Spain now has a specific ASD-case detection tool available, which is easy to use in the pediatrician’s office. The major challenge to be faced now, however, is to demonstrate that an ASD early-detection program using M-CHAT within a population-based framework is cost-effective and can be widely implemented in the SNHS. If this can be done, such a program’s ability to detect cases with any social and/or communicative development delay could then be regarded as an added value.
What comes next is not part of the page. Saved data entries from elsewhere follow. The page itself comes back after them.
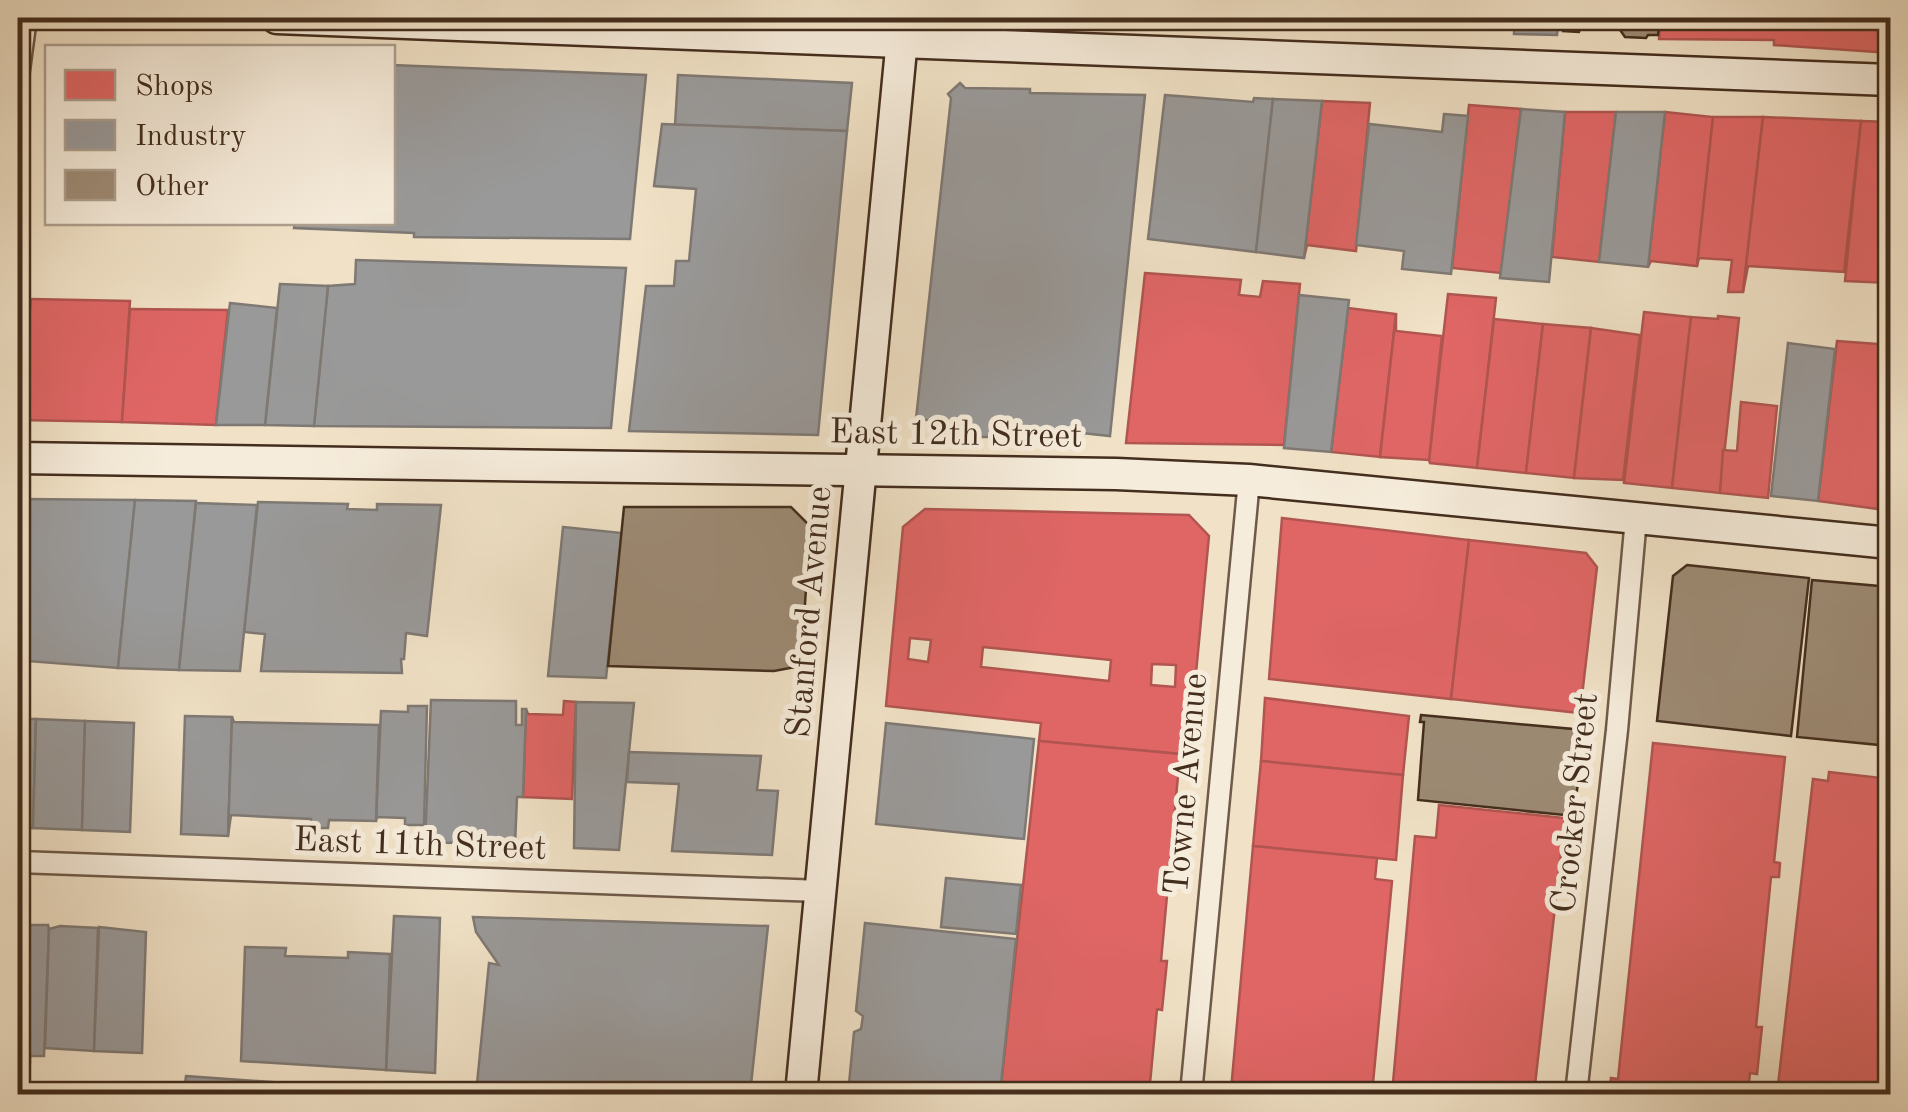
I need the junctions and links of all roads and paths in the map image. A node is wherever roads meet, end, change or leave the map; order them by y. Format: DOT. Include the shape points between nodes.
graph roads {
  1 [pos="26,18"];
  2 [pos="276,18"];
  3 [pos="902,29"];
  4 [pos="18,77"];
  5 [pos="1890,80"];
  6 [pos="18,458"];
  7 [pos="860,471"];
  8 [pos="1248,480"];
  9 [pos="1636,518"];
  10 [pos="1890,544"];
  11 [pos="18,862"];
  12 [pos="820,891"];
  13 [pos="801,1094"];
  14 [pos="1190,1094"];
  15 [pos="1576,1094"];
  1 -- 4 [label="street"];
  2 -- 3 [label="street"];
  3 -- 5 [label="street"];
  3 -- 7 [label="street, Stanford Avenue"];
  6 -- 7 [label="street, East 12th Street"];
  7 -- 8 [label="street, East 12th Street"];
  7 -- 12 [label="street, Stanford Avenue"];
  8 -- 9 [label="street, East 12th Street"];
  8 -- 14 [label="street, Towne Avenue"];
  9 -- 10 [label="street, East 12th Street"];
  9 -- 15 [label="street, Crocker Street"];
  11 -- 12 [label="street, East 11th Street"];
  12 -- 13 [label="street, Stanford Avenue"];
}
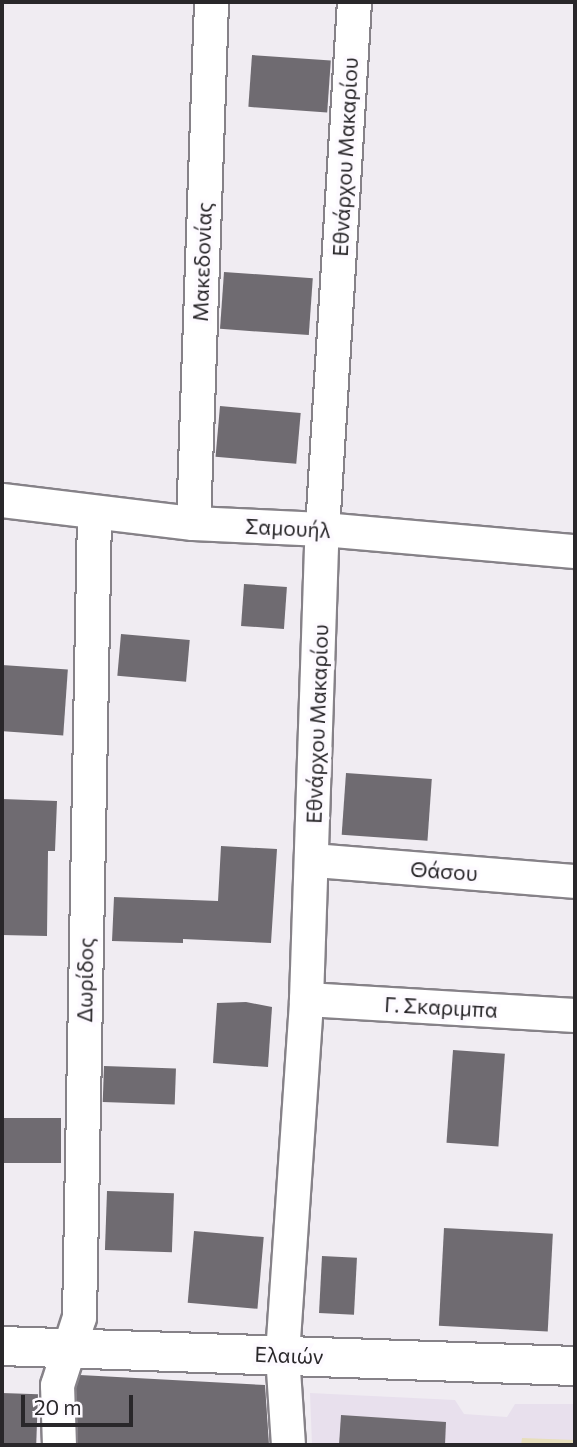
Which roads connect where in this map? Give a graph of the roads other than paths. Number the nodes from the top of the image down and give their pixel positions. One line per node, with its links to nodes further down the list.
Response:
1 (211, 2): 5 (street, Μακεδονίας)
2 (354, 2): 6 (street, Εθνάρχου Μακαρίου)
3 (2, 500): 4 (street, Σαμουήλ)
4 (94, 512): 5 (street, Σαμουήλ); 13 (street, Δωρίδος)
5 (192, 523): 6 (street, Σαμουήλ)
6 (323, 529): 7 (street, Σαμουήλ); 8 (street, Εθνάρχου Μακαρίου)
7 (575, 551)
8 (313, 860): 9 (street, Θάσου); 10 (street, Εθνάρχου Μακαρίου)
9 (575, 881)
10 (306, 999): 11 (street, Γ. Σκαριμπα); 14 (street, Εθνάρχου Μακαρίου)
11 (575, 1015)
12 (2, 1346): 13 (street, Ελαιών)
13 (69, 1349): 14 (street, Ελαιών); 16 (street, Δωρίδος)
14 (282, 1354): 15 (street, Ελαιών); 17 (street, Εθνάρχου Μακαρίου)
15 (575, 1366)
16 (59, 1445)
17 (288, 1445)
Efficiency could be also increased if pediatricians and nurses could play a dual role in the procedure of implementing the M-CHAT in Spain, which would entail, not only distributing the questionnaire during office visits, but also confirming failed items using the phone FUI flowcharts. This has also been suggested in other studies (Robins 2008). Since the literature has reported that exclusive reliance by pediatricians on clinical criteria has yielded very poor results in terms of the number of high-risk cases detected, (Gillberg 1990; Rapin 1995), using the M-CHAT, professionals’ knowledge and skills in this area would thus be further reinforced.